Damon se moveu antes de poder pensar, sua arma levantada em um instante, seu dedo pressionando o gatilho.
Mas Vincent foi mais rápido.
Com um movimento do pulso, uma lâmina escondida saiu de sua manga, cortando o ar, assim que os homens do Adrian levantaram suas armas.
O momento explodiu em caos.
Tiros irromperam, o som ensurdecedor enquanto as balas estilhaçavam caixotes e metal. Marco se jogou em busca de cobertura, revidando com um rosnado. Alina foi puxada para trás enquanto Damon a protegia, sua mente a mil por hora.
"Sai daqui!" ele rosnou.
Mas ela se recusou a se mover. "Não sem você!"
A voz de Vincent cortou a loucura. "Corra, garotinha! Não vai salvá-lo!"
Damon atirou em sua direção, forçando-o para trás. "Alina, vai! Agora!"
Seu peito se apertou, mas ela sabia que ficar só pioraria as coisas.
Com o coração batendo forte, ela se virou e correu.
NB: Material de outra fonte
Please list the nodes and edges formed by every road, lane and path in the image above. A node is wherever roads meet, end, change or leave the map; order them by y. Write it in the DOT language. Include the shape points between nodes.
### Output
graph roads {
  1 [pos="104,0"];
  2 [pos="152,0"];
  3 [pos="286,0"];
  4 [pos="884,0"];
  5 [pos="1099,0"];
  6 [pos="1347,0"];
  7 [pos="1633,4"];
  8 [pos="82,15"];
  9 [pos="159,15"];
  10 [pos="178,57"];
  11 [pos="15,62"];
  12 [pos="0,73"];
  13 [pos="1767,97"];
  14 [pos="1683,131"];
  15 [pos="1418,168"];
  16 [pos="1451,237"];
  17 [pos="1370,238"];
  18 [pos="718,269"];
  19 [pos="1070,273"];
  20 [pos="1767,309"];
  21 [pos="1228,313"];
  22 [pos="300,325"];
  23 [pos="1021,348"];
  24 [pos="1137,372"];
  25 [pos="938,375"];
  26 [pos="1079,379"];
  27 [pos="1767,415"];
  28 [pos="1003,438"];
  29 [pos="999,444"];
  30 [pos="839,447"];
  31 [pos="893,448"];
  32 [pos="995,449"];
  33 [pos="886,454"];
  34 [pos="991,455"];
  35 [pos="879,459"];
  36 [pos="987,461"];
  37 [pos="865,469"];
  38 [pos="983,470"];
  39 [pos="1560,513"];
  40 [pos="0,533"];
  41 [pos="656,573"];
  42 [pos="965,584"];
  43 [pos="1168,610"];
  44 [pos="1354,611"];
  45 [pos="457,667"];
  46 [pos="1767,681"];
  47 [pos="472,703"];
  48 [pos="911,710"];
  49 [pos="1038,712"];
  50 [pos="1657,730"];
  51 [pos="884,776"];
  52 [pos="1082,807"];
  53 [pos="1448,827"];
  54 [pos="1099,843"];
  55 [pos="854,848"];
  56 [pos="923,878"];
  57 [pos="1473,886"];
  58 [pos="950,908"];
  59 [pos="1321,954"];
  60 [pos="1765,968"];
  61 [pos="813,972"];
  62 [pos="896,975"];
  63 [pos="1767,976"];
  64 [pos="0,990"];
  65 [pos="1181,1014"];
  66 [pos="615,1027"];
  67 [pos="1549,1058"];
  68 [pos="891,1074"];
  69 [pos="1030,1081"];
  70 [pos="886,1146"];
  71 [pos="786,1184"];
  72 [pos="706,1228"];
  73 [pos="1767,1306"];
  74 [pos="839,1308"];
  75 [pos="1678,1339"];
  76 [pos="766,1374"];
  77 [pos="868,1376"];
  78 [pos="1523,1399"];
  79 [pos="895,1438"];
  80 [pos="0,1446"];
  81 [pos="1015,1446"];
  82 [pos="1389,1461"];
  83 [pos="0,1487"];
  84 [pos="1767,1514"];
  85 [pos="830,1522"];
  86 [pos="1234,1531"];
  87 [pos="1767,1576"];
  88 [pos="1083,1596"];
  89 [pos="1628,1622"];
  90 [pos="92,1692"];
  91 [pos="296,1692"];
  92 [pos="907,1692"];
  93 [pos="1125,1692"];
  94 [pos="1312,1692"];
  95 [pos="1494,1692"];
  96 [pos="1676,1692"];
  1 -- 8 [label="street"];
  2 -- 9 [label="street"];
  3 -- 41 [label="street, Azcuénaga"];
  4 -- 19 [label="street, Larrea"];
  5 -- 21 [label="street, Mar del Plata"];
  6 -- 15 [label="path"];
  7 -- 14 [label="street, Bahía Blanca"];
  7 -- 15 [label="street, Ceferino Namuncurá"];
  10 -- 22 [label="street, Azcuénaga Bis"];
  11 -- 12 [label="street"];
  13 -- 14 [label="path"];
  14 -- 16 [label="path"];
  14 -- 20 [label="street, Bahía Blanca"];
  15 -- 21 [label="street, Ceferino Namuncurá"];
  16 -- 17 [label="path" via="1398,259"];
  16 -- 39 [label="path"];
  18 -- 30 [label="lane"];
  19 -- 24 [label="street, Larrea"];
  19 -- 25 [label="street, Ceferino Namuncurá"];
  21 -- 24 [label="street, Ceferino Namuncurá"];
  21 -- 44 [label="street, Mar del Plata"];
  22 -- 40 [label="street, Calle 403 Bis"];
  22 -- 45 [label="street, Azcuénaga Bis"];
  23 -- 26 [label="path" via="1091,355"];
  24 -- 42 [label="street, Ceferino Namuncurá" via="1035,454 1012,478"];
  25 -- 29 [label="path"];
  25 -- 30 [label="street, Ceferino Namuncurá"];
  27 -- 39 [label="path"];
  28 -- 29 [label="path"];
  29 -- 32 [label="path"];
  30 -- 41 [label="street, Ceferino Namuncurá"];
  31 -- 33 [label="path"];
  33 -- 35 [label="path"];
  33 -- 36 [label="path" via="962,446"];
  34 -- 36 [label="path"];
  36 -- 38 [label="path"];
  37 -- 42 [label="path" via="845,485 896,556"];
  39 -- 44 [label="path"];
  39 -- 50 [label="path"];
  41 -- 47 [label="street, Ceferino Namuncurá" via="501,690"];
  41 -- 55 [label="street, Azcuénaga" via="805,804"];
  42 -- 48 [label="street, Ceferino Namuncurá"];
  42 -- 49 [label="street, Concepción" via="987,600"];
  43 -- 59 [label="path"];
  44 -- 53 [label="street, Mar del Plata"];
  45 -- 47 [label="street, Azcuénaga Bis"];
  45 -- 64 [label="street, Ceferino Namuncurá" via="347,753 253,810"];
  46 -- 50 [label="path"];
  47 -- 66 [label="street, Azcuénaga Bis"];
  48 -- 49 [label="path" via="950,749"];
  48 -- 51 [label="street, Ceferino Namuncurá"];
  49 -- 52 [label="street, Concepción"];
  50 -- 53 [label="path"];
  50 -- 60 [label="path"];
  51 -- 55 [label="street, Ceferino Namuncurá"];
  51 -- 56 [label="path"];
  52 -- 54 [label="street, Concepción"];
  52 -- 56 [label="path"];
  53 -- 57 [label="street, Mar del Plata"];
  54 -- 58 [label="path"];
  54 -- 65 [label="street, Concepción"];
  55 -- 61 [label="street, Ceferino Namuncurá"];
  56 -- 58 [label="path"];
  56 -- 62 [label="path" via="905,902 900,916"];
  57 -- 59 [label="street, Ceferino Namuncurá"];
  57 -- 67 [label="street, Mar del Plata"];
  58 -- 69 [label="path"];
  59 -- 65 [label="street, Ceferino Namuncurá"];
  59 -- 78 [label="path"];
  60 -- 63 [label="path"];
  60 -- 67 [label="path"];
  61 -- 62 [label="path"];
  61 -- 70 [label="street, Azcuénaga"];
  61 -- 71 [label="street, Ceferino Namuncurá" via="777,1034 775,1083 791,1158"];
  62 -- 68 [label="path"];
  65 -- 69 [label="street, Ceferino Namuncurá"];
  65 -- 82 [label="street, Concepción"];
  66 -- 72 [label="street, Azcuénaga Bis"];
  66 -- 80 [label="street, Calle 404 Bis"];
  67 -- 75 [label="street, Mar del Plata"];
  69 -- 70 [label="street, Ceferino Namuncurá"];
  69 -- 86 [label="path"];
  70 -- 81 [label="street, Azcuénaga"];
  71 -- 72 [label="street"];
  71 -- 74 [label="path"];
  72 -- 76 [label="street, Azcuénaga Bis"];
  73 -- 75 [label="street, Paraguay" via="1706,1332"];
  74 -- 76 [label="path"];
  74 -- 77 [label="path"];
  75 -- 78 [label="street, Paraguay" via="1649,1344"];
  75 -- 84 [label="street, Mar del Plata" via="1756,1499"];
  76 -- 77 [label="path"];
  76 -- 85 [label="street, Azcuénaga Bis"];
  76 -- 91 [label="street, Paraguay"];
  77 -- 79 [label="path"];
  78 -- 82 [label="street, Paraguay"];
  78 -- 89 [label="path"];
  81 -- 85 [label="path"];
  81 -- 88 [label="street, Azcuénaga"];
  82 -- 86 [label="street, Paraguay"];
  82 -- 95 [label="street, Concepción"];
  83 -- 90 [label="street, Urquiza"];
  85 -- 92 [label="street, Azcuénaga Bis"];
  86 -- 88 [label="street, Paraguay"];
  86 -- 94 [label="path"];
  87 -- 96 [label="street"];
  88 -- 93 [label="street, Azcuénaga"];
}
Damon não parou de atirar, sua mente mudando para o modo de sobrevivência. Adrian e Vincent eram perigosos demais para lutar de frente, não assim. Ele precisava se reagrupar.
Com uma rodada final de tiros, ele agarrou Marco e foi para a saída, balas atrás deles.
Eles mal chegaram ao SUV antes que o armazém explodisse em chamas atrás deles.
Alina engasgou quando Damon fechou a porta com força, sua respiração irregular, seus nós dos dedos brancos em volta do volante.
Vincent estava vivo.
E agora, ele tinha um alvo em todas as suas costas.
A voz de Damon estava fria como gelo. "Esta guerra acabou de mudar."
Marco xingou. "Sem sacanagem."
Alina pegou a mão do Damon, seus dedos tremendo. "O que fazemos agora?"
A mandíbula de Damon se contraiu. "Nós nos preparamos."
Porque Vincent Salvatore não era apenas um inimigo.
Ele era um pesadelo do seu passado.
E desta vez, ele não estava ficando morto.